In this ontology, fire – which is life itself – is not a symbol but an ontological reality: life that ignites itself in synergy and transforms itself. Reason is not a norm imposed from outside, but the creative order at work in life itself, manifesting itself in change, rhythm and relation. The deity does not appear monolithic, but as a diverse, expanding reality – as Simorgh or Artha – that exists only in being in time.
With the enforcement of Zoroastrian teachings and the light religions of Christianity and Islam, this relationship between being and time underwent a radical shift. Fire became linked to Ahura Mazda or a timeless god, guarded and symbolically represented.

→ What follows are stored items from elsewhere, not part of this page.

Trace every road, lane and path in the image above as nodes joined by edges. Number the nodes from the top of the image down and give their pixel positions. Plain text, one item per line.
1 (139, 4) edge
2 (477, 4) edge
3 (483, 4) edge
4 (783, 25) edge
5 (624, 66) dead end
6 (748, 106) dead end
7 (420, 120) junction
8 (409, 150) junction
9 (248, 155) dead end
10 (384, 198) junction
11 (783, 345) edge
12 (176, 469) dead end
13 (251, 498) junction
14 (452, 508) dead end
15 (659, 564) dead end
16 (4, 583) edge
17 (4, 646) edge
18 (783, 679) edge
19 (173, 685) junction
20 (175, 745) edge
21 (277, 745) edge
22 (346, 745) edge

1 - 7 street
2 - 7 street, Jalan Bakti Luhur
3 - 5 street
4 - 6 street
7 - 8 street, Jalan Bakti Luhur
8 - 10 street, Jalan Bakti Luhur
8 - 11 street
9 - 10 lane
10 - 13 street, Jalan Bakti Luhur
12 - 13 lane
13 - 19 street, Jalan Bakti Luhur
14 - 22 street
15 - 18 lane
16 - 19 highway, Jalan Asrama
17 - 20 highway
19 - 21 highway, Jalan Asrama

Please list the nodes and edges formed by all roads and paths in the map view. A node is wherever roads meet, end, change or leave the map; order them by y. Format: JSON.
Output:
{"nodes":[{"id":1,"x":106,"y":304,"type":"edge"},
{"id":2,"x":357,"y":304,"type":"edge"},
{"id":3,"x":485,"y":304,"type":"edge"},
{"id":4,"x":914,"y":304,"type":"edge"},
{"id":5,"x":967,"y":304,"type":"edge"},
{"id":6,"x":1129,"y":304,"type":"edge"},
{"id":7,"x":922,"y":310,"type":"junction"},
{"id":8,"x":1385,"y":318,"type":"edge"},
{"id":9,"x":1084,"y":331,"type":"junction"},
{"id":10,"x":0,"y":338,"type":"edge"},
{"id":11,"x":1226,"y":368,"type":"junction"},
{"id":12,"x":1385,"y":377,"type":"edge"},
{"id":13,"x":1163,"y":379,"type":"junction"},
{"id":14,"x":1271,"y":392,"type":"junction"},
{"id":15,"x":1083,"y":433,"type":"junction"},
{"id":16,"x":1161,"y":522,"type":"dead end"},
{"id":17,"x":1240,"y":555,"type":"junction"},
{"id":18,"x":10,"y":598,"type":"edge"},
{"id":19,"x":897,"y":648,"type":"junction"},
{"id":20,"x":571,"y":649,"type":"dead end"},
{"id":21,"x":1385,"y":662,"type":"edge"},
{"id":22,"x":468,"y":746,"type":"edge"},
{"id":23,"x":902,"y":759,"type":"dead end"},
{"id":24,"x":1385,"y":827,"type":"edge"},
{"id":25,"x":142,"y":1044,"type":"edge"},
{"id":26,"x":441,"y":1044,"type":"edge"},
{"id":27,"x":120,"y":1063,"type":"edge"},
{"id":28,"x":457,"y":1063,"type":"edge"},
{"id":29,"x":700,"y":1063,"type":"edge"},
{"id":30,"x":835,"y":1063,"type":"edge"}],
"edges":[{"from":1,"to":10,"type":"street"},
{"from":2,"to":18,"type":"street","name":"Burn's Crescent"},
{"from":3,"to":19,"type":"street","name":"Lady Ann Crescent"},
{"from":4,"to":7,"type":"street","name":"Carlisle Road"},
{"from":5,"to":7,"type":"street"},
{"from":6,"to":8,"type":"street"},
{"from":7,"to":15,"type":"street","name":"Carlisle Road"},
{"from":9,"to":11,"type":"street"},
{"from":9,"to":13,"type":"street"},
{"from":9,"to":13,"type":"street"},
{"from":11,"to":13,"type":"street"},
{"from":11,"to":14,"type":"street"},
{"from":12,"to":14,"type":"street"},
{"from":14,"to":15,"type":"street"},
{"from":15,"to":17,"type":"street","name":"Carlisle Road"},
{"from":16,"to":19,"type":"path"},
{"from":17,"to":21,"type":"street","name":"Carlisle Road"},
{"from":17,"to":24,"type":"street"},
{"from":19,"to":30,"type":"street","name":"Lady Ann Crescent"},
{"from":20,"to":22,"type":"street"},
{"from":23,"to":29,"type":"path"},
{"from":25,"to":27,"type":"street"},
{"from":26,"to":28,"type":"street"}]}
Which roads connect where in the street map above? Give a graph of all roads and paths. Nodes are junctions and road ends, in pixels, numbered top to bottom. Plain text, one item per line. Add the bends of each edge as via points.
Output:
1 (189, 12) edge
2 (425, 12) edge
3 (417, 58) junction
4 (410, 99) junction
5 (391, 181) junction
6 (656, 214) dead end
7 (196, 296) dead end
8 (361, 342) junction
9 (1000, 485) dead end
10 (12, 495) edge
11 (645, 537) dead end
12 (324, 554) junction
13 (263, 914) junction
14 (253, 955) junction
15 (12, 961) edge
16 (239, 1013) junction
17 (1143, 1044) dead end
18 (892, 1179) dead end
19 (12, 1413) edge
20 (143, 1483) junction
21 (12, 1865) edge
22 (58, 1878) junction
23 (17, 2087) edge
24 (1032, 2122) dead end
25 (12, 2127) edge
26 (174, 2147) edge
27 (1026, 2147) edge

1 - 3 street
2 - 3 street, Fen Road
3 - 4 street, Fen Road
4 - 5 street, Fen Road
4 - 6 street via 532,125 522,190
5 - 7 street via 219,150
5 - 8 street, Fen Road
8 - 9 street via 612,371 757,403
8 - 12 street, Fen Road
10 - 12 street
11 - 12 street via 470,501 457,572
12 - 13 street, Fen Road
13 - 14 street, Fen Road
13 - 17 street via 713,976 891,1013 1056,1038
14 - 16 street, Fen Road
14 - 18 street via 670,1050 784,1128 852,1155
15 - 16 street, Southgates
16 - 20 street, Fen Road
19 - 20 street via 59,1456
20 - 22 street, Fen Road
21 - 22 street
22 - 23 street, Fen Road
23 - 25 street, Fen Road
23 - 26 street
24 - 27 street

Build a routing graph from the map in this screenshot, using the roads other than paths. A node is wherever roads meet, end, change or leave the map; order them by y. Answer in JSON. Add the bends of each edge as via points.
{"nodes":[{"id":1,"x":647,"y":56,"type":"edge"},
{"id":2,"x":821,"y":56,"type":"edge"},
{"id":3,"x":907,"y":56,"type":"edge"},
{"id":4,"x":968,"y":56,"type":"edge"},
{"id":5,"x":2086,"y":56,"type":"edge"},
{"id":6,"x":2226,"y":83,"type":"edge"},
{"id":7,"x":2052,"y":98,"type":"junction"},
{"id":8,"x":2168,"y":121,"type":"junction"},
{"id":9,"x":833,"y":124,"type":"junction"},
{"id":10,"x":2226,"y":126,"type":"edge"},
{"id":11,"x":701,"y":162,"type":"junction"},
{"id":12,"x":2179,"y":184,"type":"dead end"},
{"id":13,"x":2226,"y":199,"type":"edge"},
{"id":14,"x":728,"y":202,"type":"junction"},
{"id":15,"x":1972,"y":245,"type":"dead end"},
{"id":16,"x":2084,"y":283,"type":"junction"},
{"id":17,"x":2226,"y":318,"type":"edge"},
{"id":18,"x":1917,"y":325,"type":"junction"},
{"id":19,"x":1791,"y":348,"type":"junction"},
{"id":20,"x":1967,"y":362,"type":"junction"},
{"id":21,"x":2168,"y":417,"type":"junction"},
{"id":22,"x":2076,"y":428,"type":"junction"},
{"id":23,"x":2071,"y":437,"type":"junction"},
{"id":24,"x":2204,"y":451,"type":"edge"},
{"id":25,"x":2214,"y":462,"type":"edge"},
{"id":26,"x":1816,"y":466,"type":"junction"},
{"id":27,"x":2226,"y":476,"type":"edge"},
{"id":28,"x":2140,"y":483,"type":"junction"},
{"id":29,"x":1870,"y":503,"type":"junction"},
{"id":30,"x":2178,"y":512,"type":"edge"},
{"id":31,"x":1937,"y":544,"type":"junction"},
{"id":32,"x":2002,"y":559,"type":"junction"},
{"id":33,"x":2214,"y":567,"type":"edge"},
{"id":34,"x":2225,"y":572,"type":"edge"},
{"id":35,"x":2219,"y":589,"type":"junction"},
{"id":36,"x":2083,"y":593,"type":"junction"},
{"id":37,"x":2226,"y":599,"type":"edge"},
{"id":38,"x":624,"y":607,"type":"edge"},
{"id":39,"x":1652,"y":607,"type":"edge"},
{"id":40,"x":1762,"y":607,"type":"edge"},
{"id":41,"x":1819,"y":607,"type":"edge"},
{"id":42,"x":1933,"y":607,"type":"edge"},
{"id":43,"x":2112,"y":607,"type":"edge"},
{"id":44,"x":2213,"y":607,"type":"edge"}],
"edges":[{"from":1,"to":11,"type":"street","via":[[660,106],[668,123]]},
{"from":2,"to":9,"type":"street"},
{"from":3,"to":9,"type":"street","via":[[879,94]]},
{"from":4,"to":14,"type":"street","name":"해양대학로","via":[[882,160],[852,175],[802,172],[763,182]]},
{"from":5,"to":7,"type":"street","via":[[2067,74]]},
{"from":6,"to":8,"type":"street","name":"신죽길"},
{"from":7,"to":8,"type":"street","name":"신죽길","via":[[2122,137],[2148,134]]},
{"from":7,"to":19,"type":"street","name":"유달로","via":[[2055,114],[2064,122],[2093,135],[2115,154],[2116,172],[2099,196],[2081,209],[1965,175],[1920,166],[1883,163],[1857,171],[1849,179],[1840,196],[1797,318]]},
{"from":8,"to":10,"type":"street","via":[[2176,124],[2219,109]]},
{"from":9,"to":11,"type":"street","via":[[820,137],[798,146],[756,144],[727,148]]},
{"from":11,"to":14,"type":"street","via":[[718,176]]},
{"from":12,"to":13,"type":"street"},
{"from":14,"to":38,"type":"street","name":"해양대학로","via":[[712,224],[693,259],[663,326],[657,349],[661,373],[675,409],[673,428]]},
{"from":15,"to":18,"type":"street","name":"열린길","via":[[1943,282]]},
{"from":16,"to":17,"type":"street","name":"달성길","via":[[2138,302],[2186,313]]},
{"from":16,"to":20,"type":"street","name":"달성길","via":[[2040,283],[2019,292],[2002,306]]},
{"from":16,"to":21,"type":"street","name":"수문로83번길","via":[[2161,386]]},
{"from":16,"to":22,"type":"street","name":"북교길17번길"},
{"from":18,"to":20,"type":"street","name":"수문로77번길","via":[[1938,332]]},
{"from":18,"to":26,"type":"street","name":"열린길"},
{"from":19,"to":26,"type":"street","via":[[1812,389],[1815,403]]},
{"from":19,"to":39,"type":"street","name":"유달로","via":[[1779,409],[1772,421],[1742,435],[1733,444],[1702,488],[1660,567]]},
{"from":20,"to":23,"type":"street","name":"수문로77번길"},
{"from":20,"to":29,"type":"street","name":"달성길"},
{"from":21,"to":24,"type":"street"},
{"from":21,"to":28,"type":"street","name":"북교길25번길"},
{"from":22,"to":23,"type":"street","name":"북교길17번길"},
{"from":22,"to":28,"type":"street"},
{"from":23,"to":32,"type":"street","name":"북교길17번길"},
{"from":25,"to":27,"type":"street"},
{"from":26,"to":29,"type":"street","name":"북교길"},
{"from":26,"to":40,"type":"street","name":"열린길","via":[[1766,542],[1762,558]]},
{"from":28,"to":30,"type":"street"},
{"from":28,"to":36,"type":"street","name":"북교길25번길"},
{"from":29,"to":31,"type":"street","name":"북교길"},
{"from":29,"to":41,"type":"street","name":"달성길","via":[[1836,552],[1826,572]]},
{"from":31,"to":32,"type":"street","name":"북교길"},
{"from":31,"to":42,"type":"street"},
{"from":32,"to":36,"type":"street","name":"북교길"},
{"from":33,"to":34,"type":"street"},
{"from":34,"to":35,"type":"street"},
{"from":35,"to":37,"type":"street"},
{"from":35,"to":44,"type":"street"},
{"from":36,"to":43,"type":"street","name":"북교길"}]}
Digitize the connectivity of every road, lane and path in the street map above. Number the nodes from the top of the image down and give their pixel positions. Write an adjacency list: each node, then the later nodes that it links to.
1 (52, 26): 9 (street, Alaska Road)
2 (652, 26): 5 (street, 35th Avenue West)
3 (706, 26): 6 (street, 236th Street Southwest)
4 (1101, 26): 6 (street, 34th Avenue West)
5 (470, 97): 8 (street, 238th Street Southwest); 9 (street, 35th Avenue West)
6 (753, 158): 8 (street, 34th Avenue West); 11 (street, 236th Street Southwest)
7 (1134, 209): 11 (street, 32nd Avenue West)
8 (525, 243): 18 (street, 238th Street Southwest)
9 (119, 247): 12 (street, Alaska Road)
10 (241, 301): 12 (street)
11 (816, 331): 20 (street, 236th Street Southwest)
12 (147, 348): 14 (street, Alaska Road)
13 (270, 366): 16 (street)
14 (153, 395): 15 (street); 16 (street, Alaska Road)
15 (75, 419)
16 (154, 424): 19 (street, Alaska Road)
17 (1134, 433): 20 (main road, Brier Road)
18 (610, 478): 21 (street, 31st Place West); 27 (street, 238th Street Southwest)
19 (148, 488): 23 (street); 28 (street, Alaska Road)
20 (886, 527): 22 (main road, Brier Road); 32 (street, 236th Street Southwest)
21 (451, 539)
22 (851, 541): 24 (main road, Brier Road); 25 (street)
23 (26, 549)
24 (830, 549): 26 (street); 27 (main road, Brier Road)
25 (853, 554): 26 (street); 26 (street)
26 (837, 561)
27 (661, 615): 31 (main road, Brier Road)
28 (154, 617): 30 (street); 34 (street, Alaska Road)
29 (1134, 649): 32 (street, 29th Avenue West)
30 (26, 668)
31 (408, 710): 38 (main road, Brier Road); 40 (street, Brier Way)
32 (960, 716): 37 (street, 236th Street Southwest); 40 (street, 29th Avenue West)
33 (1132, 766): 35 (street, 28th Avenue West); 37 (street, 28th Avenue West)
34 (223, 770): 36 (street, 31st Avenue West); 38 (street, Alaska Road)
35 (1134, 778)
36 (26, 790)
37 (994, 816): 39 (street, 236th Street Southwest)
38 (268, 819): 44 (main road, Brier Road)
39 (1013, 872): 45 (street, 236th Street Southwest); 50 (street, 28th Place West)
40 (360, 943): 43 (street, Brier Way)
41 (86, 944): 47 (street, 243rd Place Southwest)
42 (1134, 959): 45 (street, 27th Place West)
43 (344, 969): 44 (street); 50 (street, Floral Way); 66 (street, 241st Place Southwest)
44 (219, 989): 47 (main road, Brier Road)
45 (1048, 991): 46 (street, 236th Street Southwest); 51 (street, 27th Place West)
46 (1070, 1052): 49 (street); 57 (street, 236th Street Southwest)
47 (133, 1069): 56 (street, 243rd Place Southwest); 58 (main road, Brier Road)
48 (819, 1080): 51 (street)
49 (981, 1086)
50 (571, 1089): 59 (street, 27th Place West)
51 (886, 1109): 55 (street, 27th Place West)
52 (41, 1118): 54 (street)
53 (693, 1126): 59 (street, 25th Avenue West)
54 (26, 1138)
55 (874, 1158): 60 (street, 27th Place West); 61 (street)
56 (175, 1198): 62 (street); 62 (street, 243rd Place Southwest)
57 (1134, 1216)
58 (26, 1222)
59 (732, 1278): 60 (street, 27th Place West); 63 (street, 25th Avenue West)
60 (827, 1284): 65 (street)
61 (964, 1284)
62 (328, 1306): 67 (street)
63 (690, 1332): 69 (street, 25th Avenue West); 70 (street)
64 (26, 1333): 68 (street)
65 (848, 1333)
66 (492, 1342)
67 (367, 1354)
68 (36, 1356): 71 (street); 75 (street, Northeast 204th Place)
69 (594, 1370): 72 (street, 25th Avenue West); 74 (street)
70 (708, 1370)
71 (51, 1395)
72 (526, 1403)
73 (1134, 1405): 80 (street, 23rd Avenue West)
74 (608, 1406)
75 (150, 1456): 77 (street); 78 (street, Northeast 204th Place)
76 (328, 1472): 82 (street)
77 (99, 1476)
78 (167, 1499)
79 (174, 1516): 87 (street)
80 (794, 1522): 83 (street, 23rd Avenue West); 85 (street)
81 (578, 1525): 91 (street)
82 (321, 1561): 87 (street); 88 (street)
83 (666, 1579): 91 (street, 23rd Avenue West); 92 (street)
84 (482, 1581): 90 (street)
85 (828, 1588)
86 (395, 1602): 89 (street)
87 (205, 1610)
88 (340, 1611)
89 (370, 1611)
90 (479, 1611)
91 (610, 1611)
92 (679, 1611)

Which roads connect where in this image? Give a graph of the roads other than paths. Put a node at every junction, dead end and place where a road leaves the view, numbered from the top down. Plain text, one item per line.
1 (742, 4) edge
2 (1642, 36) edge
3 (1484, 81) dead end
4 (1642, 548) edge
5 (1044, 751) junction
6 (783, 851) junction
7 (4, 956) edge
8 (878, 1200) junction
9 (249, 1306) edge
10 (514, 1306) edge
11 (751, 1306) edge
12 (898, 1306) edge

Time is detached from the ontological substance of life and becomes a deficient space: a stage for testing, a means of moral probation, a place where life is devalued. Life itself loses its inherent creative reason and becomes a means-end constellation, a passageway, not a whole and a realization.
The original Iranian way of thinking offers a radical counter-thesis to this: existence is temporal. Life is self-creating, inherently reasonable, and requires no justification from an “afterlife.” The devaluation of life begins where existence in time is denied.